Naquele momento, a pandemia de Covid estava no início no Brasil. Dias antes, no dia 11, o governo havia decretado estado de calamidade por conta do coronavírus. Durante os protestos de 15 de março, o coronavírus foi chamado de “mentira” por líderes que discursaram em caminhões de som.
Na ocasião, o mandatário negou que a manifestação fosse contra as instituições. “Não é contra nada, é um movimento a favor do Brasil”, disse.
“Bolsonaro surfou a onda do impeachment e da Lava Jato e, de maneira muito hábil, inverteu a realidade, dizendo que os atores desses importantes movimentos teriam surfado na onde dele”, afirma a vereadora Janaína Paschoal (PP), que ficou conhecida ao entrar com o pedido de impedimento de Dilma.
“Ele inaugura um novo tipo de manifestação, aquelas que vêm do povo, ao mesmo tempo que respondem ao chamado de um governo. Nas disputas dele com o Congresso e com o STF, ele utilizou esses mecanismos de mobilização para reforçar suas posições. A inauguração de uma nova forma de fazer política”, diz Luiza Foltran.
Presidente do PT em 2015, o deputado Rui Falcão (PT) não acredita que as manifestações durante o governo Dilma tenham sido uma guinada dos movimentos de direita no país. Para ele, “o ovo da serpente foi implantado muito antes, quando Dilma se recusou a realizar pedidos antiéticos da classe política”.
“A derrubada do governo deixou a brecha para a população acreditar que se pode derrubar as instituições a qualquer momento”, afirma.
O deputado relatou à Folha que, na época das manifestações de 2015, sugeriu à então presidente Dilma que fizesse um “chamamento à população”, mas que o governo decidiu tentar brecar o impeachment no âmbito institucional, o que não deu certo.
“Eu assisti à base deixando o governo.

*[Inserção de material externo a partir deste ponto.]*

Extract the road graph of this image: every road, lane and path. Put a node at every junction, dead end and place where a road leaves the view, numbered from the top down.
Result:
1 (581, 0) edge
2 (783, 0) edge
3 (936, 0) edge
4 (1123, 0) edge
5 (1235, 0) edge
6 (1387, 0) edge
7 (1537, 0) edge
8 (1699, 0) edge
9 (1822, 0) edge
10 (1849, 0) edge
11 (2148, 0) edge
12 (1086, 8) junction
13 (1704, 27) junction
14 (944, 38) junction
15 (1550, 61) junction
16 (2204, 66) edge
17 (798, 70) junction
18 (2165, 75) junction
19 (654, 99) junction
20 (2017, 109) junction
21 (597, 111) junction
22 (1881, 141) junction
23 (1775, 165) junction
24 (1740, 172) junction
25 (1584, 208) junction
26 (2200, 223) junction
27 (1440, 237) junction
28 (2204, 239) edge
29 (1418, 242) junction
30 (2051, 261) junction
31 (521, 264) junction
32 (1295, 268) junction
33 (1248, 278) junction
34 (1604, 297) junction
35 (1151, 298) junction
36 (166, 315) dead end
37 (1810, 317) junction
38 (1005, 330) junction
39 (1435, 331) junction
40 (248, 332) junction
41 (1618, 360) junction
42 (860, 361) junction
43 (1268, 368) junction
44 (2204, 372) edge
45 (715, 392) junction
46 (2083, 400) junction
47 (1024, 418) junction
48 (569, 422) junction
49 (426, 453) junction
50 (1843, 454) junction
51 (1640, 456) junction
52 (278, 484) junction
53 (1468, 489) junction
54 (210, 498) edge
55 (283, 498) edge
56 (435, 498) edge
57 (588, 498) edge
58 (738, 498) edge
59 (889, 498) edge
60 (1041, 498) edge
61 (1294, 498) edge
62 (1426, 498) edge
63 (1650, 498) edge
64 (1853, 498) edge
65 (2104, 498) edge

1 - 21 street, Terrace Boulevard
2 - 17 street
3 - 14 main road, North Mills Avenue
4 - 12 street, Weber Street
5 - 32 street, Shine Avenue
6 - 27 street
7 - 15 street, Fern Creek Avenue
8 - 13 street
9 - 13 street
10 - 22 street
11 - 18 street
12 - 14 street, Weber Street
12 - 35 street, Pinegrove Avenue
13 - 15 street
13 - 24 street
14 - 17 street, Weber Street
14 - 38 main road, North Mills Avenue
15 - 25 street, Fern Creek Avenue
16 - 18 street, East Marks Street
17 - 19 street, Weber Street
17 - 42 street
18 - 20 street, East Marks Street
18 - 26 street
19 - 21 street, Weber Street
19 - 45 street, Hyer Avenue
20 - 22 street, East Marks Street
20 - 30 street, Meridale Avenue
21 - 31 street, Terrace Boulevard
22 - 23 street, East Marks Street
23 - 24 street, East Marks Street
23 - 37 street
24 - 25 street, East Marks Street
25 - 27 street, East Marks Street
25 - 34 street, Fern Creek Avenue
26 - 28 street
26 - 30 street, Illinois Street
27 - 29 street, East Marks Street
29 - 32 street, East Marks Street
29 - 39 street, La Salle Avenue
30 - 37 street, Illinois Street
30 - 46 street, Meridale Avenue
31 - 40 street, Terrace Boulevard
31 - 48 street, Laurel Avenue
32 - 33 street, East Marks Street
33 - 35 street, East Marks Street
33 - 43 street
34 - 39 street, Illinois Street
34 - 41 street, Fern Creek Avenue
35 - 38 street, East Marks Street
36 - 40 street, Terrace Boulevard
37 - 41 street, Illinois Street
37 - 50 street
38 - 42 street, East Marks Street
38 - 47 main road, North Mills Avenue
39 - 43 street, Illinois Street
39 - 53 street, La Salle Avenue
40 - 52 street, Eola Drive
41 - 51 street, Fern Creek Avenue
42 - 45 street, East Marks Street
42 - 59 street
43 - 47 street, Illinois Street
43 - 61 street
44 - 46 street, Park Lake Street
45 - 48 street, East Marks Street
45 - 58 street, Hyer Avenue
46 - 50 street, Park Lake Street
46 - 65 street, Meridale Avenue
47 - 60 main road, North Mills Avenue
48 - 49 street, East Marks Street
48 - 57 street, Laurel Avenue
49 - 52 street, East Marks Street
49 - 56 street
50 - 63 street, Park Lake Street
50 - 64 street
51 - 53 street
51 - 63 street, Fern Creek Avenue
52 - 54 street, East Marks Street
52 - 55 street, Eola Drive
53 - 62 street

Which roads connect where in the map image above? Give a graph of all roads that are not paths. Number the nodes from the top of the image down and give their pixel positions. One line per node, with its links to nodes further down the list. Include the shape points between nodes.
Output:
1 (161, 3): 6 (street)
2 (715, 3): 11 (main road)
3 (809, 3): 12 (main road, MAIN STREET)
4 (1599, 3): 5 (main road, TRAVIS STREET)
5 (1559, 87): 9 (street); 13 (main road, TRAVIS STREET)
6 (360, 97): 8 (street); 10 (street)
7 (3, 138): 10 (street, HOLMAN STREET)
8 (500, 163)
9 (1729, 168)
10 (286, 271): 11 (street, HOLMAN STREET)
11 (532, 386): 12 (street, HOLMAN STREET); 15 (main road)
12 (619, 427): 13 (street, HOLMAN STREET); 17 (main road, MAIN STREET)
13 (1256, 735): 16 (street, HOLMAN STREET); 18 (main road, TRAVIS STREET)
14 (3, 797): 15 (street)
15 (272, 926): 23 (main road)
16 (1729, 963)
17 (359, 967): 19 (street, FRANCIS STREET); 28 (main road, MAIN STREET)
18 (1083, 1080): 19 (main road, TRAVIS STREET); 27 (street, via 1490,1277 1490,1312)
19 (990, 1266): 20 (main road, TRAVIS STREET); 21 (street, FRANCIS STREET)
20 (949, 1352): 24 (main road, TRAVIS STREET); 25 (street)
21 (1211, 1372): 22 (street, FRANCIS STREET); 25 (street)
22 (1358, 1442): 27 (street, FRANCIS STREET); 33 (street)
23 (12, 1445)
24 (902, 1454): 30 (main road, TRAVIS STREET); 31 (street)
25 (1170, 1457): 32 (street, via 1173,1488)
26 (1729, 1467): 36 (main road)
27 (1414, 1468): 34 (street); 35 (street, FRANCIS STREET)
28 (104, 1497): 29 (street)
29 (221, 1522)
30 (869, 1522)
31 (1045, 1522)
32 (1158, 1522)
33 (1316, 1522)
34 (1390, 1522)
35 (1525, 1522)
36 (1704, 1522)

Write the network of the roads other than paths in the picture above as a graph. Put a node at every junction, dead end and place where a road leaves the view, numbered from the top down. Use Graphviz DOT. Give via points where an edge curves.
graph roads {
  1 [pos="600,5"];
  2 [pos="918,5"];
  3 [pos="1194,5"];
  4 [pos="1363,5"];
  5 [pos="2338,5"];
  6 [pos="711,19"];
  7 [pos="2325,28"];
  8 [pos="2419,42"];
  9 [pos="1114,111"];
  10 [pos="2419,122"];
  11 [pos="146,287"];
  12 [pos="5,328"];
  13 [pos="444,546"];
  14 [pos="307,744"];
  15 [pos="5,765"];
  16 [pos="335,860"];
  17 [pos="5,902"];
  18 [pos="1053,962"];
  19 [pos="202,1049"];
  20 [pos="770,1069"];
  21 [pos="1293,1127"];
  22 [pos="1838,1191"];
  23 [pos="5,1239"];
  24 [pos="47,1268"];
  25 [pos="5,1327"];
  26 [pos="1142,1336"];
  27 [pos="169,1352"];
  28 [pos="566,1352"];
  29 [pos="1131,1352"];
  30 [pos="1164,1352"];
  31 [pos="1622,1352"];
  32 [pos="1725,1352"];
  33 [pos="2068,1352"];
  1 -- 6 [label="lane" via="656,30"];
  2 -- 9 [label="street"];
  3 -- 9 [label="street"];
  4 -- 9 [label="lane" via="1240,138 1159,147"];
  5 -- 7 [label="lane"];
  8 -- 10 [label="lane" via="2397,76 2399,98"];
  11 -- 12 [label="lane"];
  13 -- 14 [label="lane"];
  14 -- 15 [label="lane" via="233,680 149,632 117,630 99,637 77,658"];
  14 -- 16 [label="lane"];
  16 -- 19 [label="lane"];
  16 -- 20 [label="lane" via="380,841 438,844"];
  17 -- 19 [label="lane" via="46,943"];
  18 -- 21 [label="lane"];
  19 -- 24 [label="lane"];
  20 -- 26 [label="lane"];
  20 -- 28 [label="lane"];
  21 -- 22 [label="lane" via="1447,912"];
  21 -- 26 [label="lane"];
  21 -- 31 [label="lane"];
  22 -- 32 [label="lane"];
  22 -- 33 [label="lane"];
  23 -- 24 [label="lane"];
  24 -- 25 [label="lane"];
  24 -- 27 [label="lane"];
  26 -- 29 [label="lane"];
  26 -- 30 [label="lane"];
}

Um dia, eu estava no Planalto com um assessor quando um ministro passou por nós de cabeça baixa. Meu assessor disse: ‘Ali vem um traidor’”, afirmou.
Neste domingo (16), apoiadores do ex-presidente Jair Bolsonaro realizam um ato em favor da anistia, em Copacabana, no Rio. A pesquisadora e analista política Júlia Almeida analisa que o ato é uma continuação da estratégia usada pela direita na última década.
“Manter sua base mobilizada foi fundamental para a manutenção do seu capital político. É nisso que Bolsonaro aposta agora, com sua versão própria para o indiciamento por tentativa de golpe”, diz.